# Exercise directions
The required output is the complete data, repeated without alteration.

Stored items
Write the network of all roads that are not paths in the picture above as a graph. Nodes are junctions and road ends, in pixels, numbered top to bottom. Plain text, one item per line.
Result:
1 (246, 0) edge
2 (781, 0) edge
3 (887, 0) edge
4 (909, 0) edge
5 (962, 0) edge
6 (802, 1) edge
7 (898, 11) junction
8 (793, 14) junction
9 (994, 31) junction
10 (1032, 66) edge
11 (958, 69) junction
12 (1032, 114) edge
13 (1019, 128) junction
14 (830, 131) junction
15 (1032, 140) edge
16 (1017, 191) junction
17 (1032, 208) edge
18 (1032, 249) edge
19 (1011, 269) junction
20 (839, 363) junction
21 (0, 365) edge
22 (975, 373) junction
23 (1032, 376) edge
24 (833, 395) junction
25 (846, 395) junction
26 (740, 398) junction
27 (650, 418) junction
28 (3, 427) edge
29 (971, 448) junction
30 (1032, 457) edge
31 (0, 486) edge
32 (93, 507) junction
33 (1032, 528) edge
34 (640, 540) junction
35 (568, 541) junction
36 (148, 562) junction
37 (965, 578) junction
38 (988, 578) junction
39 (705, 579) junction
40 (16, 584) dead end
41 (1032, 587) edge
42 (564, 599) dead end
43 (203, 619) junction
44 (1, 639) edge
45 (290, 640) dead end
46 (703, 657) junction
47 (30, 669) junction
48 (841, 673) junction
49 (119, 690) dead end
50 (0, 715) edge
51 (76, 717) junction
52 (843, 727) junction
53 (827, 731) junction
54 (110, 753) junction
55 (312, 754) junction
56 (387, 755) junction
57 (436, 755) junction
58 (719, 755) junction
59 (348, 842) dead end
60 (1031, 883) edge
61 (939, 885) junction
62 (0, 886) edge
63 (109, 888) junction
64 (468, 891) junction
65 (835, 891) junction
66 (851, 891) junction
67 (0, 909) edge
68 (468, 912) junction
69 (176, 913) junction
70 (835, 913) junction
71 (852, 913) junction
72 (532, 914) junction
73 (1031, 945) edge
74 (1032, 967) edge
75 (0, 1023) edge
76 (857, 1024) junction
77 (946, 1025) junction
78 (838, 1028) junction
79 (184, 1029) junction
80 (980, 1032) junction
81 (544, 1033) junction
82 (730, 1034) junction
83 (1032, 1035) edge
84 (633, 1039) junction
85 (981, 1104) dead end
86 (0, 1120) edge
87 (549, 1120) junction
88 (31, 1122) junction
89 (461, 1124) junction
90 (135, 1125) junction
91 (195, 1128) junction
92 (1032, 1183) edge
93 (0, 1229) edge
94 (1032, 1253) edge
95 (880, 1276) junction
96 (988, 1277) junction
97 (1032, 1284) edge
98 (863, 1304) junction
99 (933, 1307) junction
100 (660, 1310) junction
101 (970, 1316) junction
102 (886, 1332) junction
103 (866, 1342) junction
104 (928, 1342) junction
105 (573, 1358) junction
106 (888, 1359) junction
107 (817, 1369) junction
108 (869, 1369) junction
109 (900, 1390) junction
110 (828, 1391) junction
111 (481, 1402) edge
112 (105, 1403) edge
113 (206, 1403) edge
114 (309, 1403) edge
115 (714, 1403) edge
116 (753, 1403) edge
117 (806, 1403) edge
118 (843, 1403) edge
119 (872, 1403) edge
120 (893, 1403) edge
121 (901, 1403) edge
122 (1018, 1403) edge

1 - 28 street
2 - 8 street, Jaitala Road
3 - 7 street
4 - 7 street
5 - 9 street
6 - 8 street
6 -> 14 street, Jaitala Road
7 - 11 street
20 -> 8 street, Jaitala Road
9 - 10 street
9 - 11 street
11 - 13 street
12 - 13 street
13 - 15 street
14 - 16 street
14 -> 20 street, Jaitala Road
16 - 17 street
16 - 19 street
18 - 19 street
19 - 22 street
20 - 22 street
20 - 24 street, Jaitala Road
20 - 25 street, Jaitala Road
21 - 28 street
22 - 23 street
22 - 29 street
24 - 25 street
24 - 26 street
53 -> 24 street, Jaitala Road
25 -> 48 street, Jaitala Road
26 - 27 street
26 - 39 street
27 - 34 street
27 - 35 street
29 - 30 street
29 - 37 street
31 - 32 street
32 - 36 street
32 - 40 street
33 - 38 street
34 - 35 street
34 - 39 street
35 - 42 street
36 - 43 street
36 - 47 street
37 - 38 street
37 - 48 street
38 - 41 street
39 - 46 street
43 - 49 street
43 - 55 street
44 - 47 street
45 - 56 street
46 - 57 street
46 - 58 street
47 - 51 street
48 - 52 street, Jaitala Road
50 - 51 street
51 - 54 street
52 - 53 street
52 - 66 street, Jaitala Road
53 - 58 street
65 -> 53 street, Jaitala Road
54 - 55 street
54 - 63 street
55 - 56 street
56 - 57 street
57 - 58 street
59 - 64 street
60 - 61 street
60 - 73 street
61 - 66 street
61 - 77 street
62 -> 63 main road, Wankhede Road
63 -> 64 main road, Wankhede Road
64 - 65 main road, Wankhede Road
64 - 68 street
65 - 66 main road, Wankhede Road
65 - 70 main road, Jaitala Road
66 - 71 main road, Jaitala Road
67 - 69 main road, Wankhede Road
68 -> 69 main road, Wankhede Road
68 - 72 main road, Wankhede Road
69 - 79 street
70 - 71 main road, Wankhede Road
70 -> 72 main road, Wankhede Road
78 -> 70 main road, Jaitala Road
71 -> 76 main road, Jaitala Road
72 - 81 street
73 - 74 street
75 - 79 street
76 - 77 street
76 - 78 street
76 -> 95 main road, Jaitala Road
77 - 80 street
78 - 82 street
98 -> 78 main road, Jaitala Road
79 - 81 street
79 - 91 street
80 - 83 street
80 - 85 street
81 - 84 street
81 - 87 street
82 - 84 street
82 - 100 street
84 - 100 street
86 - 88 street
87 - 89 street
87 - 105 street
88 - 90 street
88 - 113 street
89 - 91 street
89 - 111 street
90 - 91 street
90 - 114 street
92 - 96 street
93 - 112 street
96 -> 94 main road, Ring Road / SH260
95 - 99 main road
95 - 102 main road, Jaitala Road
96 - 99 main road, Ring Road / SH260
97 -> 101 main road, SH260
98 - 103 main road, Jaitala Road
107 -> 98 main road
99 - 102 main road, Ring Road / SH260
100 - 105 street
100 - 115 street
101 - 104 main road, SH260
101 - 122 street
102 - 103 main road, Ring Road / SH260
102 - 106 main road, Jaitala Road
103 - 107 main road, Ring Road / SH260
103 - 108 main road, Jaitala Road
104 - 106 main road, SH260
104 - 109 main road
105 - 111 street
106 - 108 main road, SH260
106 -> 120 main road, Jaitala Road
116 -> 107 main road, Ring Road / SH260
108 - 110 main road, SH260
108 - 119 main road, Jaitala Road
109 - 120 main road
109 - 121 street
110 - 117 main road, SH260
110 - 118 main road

# Output of the exercise
Write the network of all roads that are not paths in the picture above as a graph. Nodes are junctions and road ends, in pixels, numbered top to bottom. Plain text, one item per line.
Result:
1 (246, 0) edge
2 (781, 0) edge
3 (887, 0) edge
4 (909, 0) edge
5 (962, 0) edge
6 (802, 1) edge
7 (898, 11) junction
8 (793, 14) junction
9 (994, 31) junction
10 (1032, 66) edge
11 (958, 69) junction
12 (1032, 114) edge
13 (1019, 128) junction
14 (830, 131) junction
15 (1032, 140) edge
16 (1017, 191) junction
17 (1032, 208) edge
18 (1032, 249) edge
19 (1011, 269) junction
20 (839, 363) junction
21 (0, 365) edge
22 (975, 373) junction
23 (1032, 376) edge
24 (833, 395) junction
25 (846, 395) junction
26 (740, 398) junction
27 (650, 418) junction
28 (3, 427) edge
29 (971, 448) junction
30 (1032, 457) edge
31 (0, 486) edge
32 (93, 507) junction
33 (1032, 528) edge
34 (640, 540) junction
35 (568, 541) junction
36 (148, 562) junction
37 (965, 578) junction
38 (988, 578) junction
39 (705, 579) junction
40 (16, 584) dead end
41 (1032, 587) edge
42 (564, 599) dead end
43 (203, 619) junction
44 (1, 639) edge
45 (290, 640) dead end
46 (703, 657) junction
47 (30, 669) junction
48 (841, 673) junction
49 (119, 690) dead end
50 (0, 715) edge
51 (76, 717) junction
52 (843, 727) junction
53 (827, 731) junction
54 (110, 753) junction
55 (312, 754) junction
56 (387, 755) junction
57 (436, 755) junction
58 (719, 755) junction
59 (348, 842) dead end
60 (1031, 883) edge
61 (939, 885) junction
62 (0, 886) edge
63 (109, 888) junction
64 (468, 891) junction
65 (835, 891) junction
66 (851, 891) junction
67 (0, 909) edge
68 (468, 912) junction
69 (176, 913) junction
70 (835, 913) junction
71 (852, 913) junction
72 (532, 914) junction
73 (1031, 945) edge
74 (1032, 967) edge
75 (0, 1023) edge
76 (857, 1024) junction
77 (946, 1025) junction
78 (838, 1028) junction
79 (184, 1029) junction
80 (980, 1032) junction
81 (544, 1033) junction
82 (730, 1034) junction
83 (1032, 1035) edge
84 (633, 1039) junction
85 (981, 1104) dead end
86 (0, 1120) edge
87 (549, 1120) junction
88 (31, 1122) junction
89 (461, 1124) junction
90 (135, 1125) junction
91 (195, 1128) junction
92 (1032, 1183) edge
93 (0, 1229) edge
94 (1032, 1253) edge
95 (880, 1276) junction
96 (988, 1277) junction
97 (1032, 1284) edge
98 (863, 1304) junction
99 (933, 1307) junction
100 (660, 1310) junction
101 (970, 1316) junction
102 (886, 1332) junction
103 (866, 1342) junction
104 (928, 1342) junction
105 (573, 1358) junction
106 (888, 1359) junction
107 (817, 1369) junction
108 (869, 1369) junction
109 (900, 1390) junction
110 (828, 1391) junction
111 (481, 1402) edge
112 (105, 1403) edge
113 (206, 1403) edge
114 (309, 1403) edge
115 (714, 1403) edge
116 (753, 1403) edge
117 (806, 1403) edge
118 (843, 1403) edge
119 (872, 1403) edge
120 (893, 1403) edge
121 (901, 1403) edge
122 (1018, 1403) edge

1 - 28 street
2 - 8 street, Jaitala Road
3 - 7 street
4 - 7 street
5 - 9 street
6 - 8 street
6 -> 14 street, Jaitala Road
7 - 11 street
20 -> 8 street, Jaitala Road
9 - 10 street
9 - 11 street
11 - 13 street
12 - 13 street
13 - 15 street
14 - 16 street
14 -> 20 street, Jaitala Road
16 - 17 street
16 - 19 street
18 - 19 street
19 - 22 street
20 - 22 street
20 - 24 street, Jaitala Road
20 - 25 street, Jaitala Road
21 - 28 street
22 - 23 street
22 - 29 street
24 - 25 street
24 - 26 street
53 -> 24 street, Jaitala Road
25 -> 48 street, Jaitala Road
26 - 27 street
26 - 39 street
27 - 34 street
27 - 35 street
29 - 30 street
29 - 37 street
31 - 32 street
32 - 36 street
32 - 40 street
33 - 38 street
34 - 35 street
34 - 39 street
35 - 42 street
36 - 43 street
36 - 47 street
37 - 38 street
37 - 48 street
38 - 41 street
39 - 46 street
43 - 49 street
43 - 55 street
44 - 47 street
45 - 56 street
46 - 57 street
46 - 58 street
47 - 51 street
48 - 52 street, Jaitala Road
50 - 51 street
51 - 54 street
52 - 53 street
52 - 66 street, Jaitala Road
53 - 58 street
65 -> 53 street, Jaitala Road
54 - 55 street
54 - 63 street
55 - 56 street
56 - 57 street
57 - 58 street
59 - 64 street
60 - 61 street
60 - 73 street
61 - 66 street
61 - 77 street
62 -> 63 main road, Wankhede Road
63 -> 64 main road, Wankhede Road
64 - 65 main road, Wankhede Road
64 - 68 street
65 - 66 main road, Wankhede Road
65 - 70 main road, Jaitala Road
66 - 71 main road, Jaitala Road
67 - 69 main road, Wankhede Road
68 -> 69 main road, Wankhede Road
68 - 72 main road, Wankhede Road
69 - 79 street
70 - 71 main road, Wankhede Road
70 -> 72 main road, Wankhede Road
78 -> 70 main road, Jaitala Road
71 -> 76 main road, Jaitala Road
72 - 81 street
73 - 74 street
75 - 79 street
76 - 77 street
76 - 78 street
76 -> 95 main road, Jaitala Road
77 - 80 street
78 - 82 street
98 -> 78 main road, Jaitala Road
79 - 81 street
79 - 91 street
80 - 83 street
80 - 85 street
81 - 84 street
81 - 87 street
82 - 84 street
82 - 100 street
84 - 100 street
86 - 88 street
87 - 89 street
87 - 105 street
88 - 90 street
88 - 113 street
89 - 91 street
89 - 111 street
90 - 91 street
90 - 114 street
92 - 96 street
93 - 112 street
96 -> 94 main road, Ring Road / SH260
95 - 99 main road
95 - 102 main road, Jaitala Road
96 - 99 main road, Ring Road / SH260
97 -> 101 main road, SH260
98 - 103 main road, Jaitala Road
107 -> 98 main road
99 - 102 main road, Ring Road / SH260
100 - 105 street
100 - 115 street
101 - 104 main road, SH260
101 - 122 street
102 - 103 main road, Ring Road / SH260
102 - 106 main road, Jaitala Road
103 - 107 main road, Ring Road / SH260
103 - 108 main road, Jaitala Road
104 - 106 main road, SH260
104 - 109 main road
105 - 111 street
106 - 108 main road, SH260
106 -> 120 main road, Jaitala Road
116 -> 107 main road, Ring Road / SH260
108 - 110 main road, SH260
108 - 119 main road, Jaitala Road
109 - 120 main road
109 - 121 street
110 - 117 main road, SH260
110 - 118 main road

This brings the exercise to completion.